### Brief
Stop after the line that contains "Road topology of"; until then, restate each line of the entries word for word from the very first.

==================================================

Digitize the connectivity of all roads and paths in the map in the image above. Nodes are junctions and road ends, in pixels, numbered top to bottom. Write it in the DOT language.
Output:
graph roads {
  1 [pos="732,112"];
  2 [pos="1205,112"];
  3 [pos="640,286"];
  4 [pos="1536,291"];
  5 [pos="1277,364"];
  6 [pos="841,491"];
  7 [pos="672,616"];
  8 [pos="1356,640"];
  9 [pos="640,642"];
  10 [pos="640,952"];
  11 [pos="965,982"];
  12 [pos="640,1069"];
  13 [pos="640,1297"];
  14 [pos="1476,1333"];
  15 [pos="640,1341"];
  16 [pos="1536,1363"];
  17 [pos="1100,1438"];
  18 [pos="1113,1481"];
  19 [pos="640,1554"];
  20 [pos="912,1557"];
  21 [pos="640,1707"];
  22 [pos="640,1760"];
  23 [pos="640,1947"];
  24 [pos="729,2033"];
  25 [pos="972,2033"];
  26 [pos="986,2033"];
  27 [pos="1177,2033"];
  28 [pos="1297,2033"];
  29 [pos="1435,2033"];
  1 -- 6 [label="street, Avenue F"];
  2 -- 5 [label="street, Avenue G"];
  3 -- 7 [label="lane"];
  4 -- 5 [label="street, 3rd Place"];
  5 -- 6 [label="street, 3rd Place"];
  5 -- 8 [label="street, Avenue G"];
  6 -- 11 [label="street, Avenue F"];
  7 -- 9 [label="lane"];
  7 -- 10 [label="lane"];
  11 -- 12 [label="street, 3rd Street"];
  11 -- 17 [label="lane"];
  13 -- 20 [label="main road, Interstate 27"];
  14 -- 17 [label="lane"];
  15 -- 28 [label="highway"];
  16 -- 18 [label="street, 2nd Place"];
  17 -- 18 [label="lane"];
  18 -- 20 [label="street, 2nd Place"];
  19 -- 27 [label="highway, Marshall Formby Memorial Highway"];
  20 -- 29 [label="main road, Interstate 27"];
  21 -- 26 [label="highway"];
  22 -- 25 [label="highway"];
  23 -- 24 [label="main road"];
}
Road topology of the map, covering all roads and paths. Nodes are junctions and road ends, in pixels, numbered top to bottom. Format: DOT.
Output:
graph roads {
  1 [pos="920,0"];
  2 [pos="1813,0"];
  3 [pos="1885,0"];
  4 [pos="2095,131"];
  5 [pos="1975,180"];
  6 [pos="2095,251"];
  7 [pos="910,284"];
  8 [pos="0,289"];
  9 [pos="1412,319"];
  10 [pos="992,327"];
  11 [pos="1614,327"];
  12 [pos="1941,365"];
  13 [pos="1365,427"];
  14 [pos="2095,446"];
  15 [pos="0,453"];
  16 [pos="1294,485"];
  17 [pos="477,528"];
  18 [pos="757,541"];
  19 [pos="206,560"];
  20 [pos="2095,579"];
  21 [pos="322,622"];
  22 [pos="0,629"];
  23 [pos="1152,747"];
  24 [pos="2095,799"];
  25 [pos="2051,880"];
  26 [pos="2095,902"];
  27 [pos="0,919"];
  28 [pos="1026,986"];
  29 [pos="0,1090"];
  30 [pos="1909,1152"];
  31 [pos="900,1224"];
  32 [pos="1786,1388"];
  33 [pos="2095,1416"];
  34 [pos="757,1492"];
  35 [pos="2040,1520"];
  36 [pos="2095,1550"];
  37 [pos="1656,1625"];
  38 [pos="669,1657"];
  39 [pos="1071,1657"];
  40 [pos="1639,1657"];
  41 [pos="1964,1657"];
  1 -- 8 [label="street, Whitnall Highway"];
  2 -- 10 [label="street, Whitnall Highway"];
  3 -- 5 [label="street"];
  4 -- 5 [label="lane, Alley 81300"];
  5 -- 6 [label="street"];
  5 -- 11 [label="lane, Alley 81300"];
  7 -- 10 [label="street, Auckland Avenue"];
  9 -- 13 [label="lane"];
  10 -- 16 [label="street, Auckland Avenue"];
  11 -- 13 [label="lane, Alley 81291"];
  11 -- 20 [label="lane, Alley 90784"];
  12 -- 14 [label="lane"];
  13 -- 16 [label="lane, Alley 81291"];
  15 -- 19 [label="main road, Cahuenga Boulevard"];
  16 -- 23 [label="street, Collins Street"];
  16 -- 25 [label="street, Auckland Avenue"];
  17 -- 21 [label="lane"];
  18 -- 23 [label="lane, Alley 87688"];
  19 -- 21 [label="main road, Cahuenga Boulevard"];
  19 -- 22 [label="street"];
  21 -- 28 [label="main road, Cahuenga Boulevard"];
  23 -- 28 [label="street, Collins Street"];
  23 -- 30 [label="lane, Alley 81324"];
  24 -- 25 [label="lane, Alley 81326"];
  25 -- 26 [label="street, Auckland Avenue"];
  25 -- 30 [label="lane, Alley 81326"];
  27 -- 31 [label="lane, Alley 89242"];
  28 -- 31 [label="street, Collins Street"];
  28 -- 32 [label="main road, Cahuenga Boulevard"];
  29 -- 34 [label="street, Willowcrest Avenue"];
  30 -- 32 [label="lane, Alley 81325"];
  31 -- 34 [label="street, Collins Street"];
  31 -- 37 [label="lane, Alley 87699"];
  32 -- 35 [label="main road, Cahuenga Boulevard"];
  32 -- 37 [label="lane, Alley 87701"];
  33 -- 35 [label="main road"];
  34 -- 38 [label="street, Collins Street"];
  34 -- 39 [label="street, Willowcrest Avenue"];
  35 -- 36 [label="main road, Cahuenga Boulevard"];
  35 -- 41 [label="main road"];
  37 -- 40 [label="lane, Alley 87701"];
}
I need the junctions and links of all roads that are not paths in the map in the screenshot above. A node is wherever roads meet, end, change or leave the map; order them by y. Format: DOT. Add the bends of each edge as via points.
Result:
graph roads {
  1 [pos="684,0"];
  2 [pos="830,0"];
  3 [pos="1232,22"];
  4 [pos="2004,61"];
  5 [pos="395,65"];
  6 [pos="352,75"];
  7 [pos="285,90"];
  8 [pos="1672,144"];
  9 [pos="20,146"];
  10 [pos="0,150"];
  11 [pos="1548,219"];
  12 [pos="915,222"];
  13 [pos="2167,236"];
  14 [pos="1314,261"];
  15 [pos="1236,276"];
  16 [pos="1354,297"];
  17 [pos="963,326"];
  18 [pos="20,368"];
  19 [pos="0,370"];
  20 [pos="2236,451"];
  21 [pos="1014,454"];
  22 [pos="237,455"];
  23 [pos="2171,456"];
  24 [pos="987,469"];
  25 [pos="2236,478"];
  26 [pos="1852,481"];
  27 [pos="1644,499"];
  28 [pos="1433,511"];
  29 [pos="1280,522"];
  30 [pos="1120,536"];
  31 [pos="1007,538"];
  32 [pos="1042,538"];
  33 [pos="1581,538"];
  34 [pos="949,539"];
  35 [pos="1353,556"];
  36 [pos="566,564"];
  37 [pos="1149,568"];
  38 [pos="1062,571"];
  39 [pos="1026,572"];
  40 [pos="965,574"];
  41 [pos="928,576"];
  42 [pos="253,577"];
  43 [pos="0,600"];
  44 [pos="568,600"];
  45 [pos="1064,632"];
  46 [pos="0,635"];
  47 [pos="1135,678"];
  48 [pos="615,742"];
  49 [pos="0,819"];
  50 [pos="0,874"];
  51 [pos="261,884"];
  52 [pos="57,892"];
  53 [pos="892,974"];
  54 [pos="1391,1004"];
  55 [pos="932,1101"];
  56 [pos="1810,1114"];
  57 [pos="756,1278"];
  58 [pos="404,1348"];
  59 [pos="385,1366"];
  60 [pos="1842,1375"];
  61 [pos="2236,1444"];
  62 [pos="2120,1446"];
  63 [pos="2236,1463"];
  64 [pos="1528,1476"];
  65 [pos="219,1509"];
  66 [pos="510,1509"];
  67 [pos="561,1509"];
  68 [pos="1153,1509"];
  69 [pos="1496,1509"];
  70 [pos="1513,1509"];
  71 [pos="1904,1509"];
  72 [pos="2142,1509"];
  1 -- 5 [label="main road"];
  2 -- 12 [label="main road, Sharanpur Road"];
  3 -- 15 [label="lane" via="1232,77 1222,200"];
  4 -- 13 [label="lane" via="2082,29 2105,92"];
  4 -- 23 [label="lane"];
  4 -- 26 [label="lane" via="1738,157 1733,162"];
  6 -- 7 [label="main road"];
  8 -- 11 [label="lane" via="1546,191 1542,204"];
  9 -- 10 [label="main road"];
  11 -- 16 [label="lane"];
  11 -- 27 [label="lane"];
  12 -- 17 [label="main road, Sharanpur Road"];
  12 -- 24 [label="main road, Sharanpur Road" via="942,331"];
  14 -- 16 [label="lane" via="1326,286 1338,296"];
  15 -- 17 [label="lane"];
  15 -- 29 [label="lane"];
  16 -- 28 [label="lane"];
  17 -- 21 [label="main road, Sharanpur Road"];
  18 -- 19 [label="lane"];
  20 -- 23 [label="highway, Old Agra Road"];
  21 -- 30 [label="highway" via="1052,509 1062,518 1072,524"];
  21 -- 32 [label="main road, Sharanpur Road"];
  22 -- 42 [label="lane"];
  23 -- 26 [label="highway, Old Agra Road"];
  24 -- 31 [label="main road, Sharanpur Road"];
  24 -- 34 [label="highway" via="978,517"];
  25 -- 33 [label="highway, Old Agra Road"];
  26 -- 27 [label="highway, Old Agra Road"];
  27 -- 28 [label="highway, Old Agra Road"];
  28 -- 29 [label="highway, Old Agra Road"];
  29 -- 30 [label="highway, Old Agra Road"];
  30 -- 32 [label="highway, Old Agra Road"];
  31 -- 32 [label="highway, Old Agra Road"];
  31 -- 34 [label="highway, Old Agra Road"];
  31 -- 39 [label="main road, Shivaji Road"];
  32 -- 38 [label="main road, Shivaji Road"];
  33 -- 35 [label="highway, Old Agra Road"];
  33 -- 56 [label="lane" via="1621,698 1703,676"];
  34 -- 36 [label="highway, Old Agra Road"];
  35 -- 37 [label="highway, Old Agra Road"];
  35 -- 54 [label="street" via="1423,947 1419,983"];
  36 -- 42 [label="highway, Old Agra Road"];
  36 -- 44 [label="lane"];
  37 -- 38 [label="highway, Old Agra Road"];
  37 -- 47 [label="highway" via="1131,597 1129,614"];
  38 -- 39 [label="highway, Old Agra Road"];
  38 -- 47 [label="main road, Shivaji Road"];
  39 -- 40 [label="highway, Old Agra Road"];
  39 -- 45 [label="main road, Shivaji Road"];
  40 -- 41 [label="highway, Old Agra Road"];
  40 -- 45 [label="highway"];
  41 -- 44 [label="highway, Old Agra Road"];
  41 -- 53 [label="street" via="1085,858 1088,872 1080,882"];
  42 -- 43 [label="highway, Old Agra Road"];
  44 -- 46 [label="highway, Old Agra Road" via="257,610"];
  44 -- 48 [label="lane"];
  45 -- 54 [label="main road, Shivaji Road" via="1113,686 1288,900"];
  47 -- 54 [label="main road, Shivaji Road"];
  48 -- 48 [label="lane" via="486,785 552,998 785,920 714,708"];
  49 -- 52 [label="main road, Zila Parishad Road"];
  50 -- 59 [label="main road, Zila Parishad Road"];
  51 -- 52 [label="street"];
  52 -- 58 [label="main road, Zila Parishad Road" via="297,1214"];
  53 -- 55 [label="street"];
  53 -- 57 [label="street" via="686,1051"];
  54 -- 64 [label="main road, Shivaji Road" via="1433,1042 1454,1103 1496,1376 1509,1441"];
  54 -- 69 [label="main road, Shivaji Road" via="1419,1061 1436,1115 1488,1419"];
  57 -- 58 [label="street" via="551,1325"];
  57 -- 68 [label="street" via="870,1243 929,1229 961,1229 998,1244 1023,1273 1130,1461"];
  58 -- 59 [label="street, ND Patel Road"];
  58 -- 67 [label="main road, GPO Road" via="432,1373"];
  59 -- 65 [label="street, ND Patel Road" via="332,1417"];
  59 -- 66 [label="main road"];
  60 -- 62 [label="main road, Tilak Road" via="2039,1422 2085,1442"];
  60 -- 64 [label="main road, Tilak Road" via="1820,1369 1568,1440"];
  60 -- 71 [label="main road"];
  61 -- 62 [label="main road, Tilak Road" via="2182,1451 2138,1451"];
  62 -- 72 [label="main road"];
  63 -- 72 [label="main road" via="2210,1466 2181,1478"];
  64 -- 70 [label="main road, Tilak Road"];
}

==================================================

### Answer for this exercise
Digitize the connectivity of all roads and paths in the map in the image above. Nodes are junctions and road ends, in pixels, numbered top to bottom. Write it in the DOT language.
Output:
graph roads {
  1 [pos="732,112"];
  2 [pos="1205,112"];
  3 [pos="640,286"];
  4 [pos="1536,291"];
  5 [pos="1277,364"];
  6 [pos="841,491"];
  7 [pos="672,616"];
  8 [pos="1356,640"];
  9 [pos="640,642"];
  10 [pos="640,952"];
  11 [pos="965,982"];
  12 [pos="640,1069"];
  13 [pos="640,1297"];
  14 [pos="1476,1333"];
  15 [pos="640,1341"];
  16 [pos="1536,1363"];
  17 [pos="1100,1438"];
  18 [pos="1113,1481"];
  19 [pos="640,1554"];
  20 [pos="912,1557"];
  21 [pos="640,1707"];
  22 [pos="640,1760"];
  23 [pos="640,1947"];
  24 [pos="729,2033"];
  25 [pos="972,2033"];
  26 [pos="986,2033"];
  27 [pos="1177,2033"];
  28 [pos="1297,2033"];
  29 [pos="1435,2033"];
  1 -- 6 [label="street, Avenue F"];
  2 -- 5 [label="street, Avenue G"];
  3 -- 7 [label="lane"];
  4 -- 5 [label="street, 3rd Place"];
  5 -- 6 [label="street, 3rd Place"];
  5 -- 8 [label="street, Avenue G"];
  6 -- 11 [label="street, Avenue F"];
  7 -- 9 [label="lane"];
  7 -- 10 [label="lane"];
  11 -- 12 [label="street, 3rd Street"];
  11 -- 17 [label="lane"];
  13 -- 20 [label="main road, Interstate 27"];
  14 -- 17 [label="lane"];
  15 -- 28 [label="highway"];
  16 -- 18 [label="street, 2nd Place"];
  17 -- 18 [label="lane"];
  18 -- 20 [label="street, 2nd Place"];
  19 -- 27 [label="highway, Marshall Formby Memorial Highway"];
  20 -- 29 [label="main road, Interstate 27"];
  21 -- 26 [label="highway"];
  22 -- 25 [label="highway"];
  23 -- 24 [label="main road"];
}
Road topology of the map, covering all roads and paths. Nodes are junctions and road ends, in pixels, numbered top to bottom. Format: DOT.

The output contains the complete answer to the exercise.